My mother and the children, we always accompanied my father, until we had to settle because of our education, which was in part by tele-education, that is to say, like distance learning (there was no Internet at that time). This meant that we travelled with him to many countries in which MPLA militants were located, in Africa and in Europe. Even as children we had to deal with the fact that we were different from our classmates. We were aware that we were in places that were not home, that we were speaking languages that were not ours, studying histories that weren't ours. We learned to listen, to keep quiet, to be attentive but also to intervene for our rights. The innocence of childhood was already tempered with recommendations to protect us. There were many burdens to bear: the political and economic condition of the colonised and refugees, the colour of our skin, the fact there we were the children of one of the revolutionary leaders most wanted by the secret services and the target of leadership disputes within the MPLA, the contradictions and racial nuances caused by the fact of having a white mother in Africa and black father in Europe, not forgetting the lack of support of the extended family members that weren't with us.
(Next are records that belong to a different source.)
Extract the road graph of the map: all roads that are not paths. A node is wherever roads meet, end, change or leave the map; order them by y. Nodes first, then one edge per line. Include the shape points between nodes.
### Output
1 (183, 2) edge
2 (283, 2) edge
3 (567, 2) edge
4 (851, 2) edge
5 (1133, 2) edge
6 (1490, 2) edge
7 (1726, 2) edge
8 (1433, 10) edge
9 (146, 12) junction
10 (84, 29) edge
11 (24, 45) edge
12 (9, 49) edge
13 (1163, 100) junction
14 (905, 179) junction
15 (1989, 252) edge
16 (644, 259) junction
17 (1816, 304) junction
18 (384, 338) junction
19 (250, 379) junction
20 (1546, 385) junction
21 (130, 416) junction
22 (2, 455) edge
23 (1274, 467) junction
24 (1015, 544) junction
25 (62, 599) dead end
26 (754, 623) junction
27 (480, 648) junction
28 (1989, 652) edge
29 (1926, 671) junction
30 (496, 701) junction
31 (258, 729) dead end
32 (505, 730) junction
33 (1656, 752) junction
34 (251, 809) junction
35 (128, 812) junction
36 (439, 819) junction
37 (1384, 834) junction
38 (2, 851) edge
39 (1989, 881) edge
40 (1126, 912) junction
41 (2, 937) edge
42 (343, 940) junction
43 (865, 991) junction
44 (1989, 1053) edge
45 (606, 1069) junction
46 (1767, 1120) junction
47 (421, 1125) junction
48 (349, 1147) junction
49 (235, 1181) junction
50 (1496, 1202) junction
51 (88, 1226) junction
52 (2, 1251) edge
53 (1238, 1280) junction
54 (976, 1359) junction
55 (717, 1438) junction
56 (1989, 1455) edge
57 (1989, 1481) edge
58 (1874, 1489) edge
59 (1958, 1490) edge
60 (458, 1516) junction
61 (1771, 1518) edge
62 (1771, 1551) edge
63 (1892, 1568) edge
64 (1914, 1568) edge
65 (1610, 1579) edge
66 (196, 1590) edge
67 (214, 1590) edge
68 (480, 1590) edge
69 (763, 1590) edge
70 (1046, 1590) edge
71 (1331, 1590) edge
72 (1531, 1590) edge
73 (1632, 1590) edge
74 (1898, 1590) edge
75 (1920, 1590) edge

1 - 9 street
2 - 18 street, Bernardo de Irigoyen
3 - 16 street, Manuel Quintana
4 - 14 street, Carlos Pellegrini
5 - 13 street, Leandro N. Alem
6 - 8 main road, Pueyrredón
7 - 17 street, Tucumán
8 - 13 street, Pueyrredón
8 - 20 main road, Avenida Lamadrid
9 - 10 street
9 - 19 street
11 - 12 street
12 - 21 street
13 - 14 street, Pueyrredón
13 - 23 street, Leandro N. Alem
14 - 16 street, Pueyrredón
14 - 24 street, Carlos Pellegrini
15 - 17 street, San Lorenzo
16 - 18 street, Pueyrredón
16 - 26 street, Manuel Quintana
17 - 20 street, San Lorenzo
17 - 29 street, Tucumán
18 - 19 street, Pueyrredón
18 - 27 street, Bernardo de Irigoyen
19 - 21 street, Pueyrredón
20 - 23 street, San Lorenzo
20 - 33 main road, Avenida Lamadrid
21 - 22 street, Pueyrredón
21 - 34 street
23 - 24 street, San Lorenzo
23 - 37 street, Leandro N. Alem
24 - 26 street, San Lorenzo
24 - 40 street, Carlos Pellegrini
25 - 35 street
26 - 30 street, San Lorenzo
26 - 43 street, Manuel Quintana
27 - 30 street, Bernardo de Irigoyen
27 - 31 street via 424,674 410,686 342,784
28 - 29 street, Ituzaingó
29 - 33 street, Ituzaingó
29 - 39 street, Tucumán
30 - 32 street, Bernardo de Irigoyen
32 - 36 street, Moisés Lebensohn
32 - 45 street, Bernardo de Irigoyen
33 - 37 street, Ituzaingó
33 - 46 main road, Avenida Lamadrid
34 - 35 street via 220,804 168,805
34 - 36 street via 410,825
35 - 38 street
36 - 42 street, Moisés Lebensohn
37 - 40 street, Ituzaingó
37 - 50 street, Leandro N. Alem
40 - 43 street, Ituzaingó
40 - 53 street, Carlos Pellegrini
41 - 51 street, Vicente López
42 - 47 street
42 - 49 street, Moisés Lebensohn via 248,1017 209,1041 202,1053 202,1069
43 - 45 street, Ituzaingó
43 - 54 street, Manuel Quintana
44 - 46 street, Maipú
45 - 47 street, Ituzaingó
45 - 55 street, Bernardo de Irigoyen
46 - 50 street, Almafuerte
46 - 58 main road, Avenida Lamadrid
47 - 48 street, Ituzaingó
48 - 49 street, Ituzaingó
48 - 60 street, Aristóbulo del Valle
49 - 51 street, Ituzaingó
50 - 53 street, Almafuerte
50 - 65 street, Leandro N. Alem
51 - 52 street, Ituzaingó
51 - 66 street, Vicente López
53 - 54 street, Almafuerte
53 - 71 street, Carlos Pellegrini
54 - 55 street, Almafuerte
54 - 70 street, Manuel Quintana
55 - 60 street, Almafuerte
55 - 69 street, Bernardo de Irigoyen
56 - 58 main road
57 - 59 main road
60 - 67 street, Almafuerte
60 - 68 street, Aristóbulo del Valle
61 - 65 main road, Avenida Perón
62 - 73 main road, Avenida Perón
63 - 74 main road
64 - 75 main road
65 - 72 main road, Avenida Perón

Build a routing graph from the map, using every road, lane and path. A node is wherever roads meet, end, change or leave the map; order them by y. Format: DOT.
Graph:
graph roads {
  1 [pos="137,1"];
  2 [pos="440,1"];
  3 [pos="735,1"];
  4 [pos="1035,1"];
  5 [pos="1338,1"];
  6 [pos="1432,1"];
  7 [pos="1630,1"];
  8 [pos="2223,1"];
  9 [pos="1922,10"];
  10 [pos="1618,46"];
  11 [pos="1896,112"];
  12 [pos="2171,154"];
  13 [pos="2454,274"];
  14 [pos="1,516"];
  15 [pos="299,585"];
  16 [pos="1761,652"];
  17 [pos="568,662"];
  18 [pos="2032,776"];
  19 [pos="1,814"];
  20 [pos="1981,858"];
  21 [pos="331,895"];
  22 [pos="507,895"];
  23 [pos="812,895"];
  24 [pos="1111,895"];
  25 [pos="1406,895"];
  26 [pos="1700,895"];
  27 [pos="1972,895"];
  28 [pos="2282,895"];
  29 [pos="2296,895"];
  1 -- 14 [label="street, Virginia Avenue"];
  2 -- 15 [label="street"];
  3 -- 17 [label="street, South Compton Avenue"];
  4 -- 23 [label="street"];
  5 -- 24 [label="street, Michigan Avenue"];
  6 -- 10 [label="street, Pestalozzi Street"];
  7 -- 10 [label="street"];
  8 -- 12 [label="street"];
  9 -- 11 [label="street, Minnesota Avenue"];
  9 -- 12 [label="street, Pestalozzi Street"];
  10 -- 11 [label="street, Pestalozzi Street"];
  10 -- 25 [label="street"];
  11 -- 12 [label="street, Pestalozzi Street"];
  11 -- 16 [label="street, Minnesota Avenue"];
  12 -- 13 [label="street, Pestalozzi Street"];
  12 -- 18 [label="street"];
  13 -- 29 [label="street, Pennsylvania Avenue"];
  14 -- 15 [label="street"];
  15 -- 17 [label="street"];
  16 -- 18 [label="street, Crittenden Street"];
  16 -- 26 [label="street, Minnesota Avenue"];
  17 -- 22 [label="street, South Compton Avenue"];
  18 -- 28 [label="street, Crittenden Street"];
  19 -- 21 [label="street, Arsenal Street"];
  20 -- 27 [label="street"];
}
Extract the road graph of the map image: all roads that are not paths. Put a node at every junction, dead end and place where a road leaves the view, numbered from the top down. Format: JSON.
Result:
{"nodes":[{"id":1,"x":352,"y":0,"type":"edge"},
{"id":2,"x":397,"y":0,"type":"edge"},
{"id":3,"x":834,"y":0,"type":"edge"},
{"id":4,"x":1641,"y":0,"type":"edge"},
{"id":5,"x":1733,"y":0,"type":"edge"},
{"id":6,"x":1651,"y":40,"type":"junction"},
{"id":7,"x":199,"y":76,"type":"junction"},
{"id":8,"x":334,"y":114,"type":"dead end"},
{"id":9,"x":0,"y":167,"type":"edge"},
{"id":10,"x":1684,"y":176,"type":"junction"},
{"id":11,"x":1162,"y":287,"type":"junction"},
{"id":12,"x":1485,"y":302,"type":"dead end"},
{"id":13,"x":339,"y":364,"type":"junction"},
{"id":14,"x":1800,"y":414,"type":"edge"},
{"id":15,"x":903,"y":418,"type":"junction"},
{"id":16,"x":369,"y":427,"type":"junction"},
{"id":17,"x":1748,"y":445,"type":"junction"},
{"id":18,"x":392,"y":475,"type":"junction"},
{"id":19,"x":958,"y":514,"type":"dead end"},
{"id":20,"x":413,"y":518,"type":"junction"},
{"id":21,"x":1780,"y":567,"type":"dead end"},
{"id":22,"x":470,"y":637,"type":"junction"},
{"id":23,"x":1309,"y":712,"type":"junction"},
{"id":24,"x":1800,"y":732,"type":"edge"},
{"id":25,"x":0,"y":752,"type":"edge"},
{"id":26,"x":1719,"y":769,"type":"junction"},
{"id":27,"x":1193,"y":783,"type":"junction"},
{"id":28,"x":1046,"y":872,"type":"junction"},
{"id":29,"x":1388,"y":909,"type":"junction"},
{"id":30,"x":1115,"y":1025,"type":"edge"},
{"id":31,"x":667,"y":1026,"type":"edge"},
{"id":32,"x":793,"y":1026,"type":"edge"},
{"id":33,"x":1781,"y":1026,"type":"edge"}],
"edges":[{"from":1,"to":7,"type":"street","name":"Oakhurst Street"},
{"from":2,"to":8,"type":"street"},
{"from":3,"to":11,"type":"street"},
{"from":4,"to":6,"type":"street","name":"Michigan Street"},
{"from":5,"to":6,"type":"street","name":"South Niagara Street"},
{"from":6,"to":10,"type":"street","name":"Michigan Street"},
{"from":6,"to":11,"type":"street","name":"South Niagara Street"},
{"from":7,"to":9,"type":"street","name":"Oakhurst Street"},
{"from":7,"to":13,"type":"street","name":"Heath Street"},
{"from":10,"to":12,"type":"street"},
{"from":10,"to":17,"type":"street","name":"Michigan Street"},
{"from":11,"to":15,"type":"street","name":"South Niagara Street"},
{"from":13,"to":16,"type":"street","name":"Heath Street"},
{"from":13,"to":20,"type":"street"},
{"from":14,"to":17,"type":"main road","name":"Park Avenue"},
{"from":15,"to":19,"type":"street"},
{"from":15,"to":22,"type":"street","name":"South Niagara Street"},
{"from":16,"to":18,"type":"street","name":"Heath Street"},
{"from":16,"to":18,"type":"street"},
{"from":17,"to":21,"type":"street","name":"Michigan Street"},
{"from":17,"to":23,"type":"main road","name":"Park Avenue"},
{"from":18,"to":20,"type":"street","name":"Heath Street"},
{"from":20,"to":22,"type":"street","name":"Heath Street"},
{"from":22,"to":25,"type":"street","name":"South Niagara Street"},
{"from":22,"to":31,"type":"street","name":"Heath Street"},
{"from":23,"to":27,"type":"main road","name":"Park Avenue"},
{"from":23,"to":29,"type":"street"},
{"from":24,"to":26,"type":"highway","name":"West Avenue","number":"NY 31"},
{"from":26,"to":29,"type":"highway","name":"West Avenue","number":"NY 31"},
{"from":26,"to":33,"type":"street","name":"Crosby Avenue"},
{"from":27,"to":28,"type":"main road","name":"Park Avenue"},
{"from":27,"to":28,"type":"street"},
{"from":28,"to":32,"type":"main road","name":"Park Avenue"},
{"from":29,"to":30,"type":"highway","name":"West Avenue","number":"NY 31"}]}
The conversations between my father and other MPLA militants, at home, almost always, at the meetings we attended on Sundays when he was present at militant bases, marked our childhood. We were together for longer in the Congos. When the war of independence gained new momentum with the opening of the Eastern Front, we moved to the Indian Ocean, to Tanzania and then my father was absent more often. The greatest interest in political events took place after April 25, 1974, the time of our adolescence.